Freshtalk Daily has taken a look at the many innovations surrounding the fresh produce supply chain and has selected three use cases that we feel will most impact the industry in the coming months.

1. Produce tracking through ‘Big Data’

The confusion surrounding the fresh produce supply chain under the cloud of Brexit has meant that the volatility of goods, in terms of logistics, has never been greater.

Keeping track of the freshness levels of perishables is vital, so innovations that use data (in the form of digital records) are set to make a huge impact upon fresh produce inventory.

Companies like IBM are investing heavily in product tracking innovation and ‘Cloud’ information storage for both importers and exporters to provide a freshness knowledge-base for the industry.

IMD Professor, Ralf Seifert, who specialises in digitalization trends in the supply chain explains that:

“Having digital records for the entry and exit of products at each stage of the supply chain can help ensure a ‘first in, first out’ policy for fresh produce, which will decrease inventory age – and therefore reduce shrinkage due to spoilage.

“Digital supply chain solutions, therefore, provide enormous potential for accurate demand forecasting and better inventory management. “

Dr. John Ryan, a global food safety expert, agrees that digital-tracking is the way of the future, adding: “When food enters a transportation area, it basically becomes invisible. Nobody knows where it is. Nobody knows what conditions it’s being shipped under. The old adage rings true; you can’t manage what you can’t measure.”

2. Robotics in agriculture

The lack of seasonal workers has, over recent years, been a huge bone of contention for UK growers, so its no surprise that innovation in this arena is set to make a huge impact.

Fieldwork Robotics, a spin-out from the University of Plymouth, have recently made headlines with the successful trial of their raspberry picking robot, developed in partnership with Hall Hunter, one of Britain’s main berry growers, who supply Tesco, Marks & Spencer and Waitrose.

The developers explain: “Guided by sensors and 3D cameras, the robot’s gripper picks a raspberry in 10 seconds or less and drops it in a tray where the fruit gets sorted by maturity, before being moved into punnets, ready to be transported to supermarkets.

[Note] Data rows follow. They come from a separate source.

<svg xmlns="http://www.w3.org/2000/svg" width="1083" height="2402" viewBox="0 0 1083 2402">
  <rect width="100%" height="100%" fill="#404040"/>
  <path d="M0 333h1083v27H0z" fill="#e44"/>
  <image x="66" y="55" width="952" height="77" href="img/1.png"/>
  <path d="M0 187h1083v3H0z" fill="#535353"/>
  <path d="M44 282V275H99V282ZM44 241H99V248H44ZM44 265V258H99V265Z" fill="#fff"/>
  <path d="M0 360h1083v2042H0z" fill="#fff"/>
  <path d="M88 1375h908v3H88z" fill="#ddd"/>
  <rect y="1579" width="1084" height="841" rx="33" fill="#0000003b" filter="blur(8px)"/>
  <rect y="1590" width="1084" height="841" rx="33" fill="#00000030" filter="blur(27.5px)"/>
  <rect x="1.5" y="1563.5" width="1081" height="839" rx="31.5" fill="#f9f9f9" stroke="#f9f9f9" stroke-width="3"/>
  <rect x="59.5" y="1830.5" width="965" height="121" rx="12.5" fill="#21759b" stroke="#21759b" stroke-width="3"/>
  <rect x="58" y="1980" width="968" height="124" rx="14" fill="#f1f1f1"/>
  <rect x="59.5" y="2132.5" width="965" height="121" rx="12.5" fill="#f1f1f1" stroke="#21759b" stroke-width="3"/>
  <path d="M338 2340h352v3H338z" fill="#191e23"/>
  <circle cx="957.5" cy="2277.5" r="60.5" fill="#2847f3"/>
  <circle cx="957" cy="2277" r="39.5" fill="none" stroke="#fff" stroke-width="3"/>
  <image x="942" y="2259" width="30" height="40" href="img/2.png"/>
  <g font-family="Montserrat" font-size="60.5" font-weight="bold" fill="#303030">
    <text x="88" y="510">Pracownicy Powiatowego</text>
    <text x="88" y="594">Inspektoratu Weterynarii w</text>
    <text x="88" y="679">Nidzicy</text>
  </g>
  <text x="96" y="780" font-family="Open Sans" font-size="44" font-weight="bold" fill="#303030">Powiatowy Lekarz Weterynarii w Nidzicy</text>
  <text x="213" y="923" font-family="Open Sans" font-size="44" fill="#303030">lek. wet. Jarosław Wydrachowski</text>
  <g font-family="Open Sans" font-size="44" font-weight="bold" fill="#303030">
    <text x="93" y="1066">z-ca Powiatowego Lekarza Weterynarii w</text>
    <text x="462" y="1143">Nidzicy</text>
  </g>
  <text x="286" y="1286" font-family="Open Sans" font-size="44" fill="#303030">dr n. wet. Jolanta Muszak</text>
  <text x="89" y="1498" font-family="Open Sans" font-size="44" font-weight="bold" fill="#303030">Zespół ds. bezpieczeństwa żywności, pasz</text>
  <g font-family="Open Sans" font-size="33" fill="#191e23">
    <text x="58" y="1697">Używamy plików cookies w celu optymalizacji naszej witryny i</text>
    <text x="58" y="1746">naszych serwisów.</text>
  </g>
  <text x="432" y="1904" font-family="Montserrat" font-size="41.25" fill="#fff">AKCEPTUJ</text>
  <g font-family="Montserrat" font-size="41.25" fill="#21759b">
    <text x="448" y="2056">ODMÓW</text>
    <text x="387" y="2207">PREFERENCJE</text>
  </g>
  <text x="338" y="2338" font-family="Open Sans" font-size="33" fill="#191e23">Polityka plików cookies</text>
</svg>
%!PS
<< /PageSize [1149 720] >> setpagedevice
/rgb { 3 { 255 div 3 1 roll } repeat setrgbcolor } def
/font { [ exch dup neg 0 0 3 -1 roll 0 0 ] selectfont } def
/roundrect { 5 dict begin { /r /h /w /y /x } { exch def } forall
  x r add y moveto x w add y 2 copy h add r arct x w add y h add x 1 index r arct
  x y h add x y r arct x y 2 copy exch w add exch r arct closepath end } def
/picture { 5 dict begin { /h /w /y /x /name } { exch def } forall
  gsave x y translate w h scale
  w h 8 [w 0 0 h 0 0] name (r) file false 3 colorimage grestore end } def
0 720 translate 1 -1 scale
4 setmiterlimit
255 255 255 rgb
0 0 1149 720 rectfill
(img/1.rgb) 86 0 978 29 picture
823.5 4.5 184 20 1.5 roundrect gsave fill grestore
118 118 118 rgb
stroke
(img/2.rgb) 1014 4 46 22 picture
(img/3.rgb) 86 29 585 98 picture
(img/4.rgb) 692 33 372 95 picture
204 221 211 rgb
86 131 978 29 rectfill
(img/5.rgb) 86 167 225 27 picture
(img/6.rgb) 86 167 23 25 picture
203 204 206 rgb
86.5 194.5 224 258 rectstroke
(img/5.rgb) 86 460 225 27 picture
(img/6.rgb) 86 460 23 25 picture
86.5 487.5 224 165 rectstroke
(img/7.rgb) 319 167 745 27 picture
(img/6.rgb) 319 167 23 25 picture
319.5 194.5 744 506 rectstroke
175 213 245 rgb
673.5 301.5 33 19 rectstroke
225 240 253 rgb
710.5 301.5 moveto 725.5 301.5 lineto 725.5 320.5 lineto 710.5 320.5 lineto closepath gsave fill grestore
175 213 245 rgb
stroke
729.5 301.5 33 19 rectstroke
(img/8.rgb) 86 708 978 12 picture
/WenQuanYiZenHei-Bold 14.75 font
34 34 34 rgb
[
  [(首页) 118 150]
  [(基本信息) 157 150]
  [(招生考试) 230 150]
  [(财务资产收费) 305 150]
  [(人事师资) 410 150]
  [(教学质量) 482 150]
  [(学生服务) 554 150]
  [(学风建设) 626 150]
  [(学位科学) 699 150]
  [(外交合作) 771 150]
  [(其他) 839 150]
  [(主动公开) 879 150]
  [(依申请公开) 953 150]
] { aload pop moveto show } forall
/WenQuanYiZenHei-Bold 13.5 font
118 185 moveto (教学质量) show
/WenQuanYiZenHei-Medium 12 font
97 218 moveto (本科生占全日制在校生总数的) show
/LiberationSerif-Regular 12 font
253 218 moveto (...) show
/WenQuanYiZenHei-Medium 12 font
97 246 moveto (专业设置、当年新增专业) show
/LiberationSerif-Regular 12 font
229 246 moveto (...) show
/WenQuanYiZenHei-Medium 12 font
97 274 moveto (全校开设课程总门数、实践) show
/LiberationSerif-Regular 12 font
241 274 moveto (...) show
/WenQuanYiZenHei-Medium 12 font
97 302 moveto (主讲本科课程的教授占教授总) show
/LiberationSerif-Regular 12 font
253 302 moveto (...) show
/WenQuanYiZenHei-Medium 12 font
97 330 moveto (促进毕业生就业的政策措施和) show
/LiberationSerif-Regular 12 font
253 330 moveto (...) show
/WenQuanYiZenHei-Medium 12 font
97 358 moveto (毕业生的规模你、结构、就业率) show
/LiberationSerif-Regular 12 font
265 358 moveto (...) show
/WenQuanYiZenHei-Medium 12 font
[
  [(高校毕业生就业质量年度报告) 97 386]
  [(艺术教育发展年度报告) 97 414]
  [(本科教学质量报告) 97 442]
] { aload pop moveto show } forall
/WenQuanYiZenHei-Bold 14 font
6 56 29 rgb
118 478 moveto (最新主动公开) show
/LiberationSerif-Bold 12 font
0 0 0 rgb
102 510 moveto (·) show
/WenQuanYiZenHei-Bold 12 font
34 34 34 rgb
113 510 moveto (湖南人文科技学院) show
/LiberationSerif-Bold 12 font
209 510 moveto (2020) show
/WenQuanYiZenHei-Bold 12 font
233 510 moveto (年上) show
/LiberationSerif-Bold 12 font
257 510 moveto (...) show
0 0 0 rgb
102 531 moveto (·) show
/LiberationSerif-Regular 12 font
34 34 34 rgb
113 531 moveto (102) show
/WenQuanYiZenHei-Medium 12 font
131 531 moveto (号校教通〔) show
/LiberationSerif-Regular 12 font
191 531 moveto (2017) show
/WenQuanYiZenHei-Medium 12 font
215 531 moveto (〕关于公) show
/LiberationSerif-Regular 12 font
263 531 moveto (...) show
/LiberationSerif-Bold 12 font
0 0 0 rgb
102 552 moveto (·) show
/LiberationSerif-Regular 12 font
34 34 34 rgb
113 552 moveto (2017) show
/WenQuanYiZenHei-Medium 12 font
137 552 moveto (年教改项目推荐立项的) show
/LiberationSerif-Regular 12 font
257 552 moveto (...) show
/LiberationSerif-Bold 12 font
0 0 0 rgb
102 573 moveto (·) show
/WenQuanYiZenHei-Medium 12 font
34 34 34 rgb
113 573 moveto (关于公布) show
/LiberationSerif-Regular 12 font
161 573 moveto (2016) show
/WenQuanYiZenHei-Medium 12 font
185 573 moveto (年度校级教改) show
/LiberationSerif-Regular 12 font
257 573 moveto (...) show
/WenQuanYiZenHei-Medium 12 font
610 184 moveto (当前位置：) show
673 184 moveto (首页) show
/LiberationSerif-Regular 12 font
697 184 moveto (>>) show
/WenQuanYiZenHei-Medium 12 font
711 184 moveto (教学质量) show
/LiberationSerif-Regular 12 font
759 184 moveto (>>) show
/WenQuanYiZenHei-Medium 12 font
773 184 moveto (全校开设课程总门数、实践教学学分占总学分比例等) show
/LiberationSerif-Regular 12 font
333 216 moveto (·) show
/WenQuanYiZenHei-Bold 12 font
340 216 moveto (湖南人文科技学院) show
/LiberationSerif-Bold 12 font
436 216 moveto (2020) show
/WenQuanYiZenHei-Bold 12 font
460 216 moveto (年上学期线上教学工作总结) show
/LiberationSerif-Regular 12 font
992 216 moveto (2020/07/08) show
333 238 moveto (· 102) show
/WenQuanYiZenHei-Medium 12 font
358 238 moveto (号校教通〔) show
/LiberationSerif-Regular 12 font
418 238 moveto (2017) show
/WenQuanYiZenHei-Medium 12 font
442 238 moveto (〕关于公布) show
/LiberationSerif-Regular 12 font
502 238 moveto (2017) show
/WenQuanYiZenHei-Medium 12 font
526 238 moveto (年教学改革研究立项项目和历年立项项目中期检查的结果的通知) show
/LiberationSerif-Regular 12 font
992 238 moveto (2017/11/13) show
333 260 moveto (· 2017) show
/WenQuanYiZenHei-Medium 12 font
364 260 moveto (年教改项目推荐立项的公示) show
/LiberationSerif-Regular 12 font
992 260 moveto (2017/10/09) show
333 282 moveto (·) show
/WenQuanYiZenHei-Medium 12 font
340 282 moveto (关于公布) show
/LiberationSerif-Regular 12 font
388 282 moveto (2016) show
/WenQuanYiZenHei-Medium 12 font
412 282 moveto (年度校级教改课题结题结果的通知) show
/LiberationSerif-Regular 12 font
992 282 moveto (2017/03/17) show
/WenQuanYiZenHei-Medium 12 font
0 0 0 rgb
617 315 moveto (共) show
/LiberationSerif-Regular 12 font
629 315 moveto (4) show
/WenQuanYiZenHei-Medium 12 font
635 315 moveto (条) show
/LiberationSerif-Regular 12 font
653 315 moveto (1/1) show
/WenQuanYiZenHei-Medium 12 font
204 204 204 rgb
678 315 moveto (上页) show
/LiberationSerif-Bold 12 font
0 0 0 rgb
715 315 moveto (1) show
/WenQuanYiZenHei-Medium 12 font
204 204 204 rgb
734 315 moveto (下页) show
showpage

“The final robot version, which we hope will go into production next year, will have four grippers, all picking simultaneously.”

3. Enabling a ‘Just in Time’ supply chain ethos

Modern AI technology, such as Machine Learning, can provide real-time visibility into supply and demand data and allow smaller retailers to purchase only what their customers want, in turn, minimising waste and maximising freshness.

One retailer who has adopted a ‘Just in Time’ approach to supply chain management is online grocery store, PicNic.

Their supply chain planner, Linda Rietveld, explains why the small US-based company is flourishing as a result of the decision:

“A just-in-time supply chain is a simple concept: minimise the number of goods held in stock. Perishable goods (apples, avocados, etc) become part of a fluid supply chain and never sit for long periods in storage. This reduces the time between harvest and consumption, maximising freshness for all the products that our customers order.

Using the latest supply and demand data allows us to only purchase what customers want. That accuracy means that, unlike conventional supermarkets, we don’t keep an oversupply of goods, thus minimising waste across our supply chain.

Working alongside wholesalers, the 'Just in Time' approach is gaining traction within the smaller retail arena in the UK and has already been shown to make an impact upon food waste and shrinkage levels.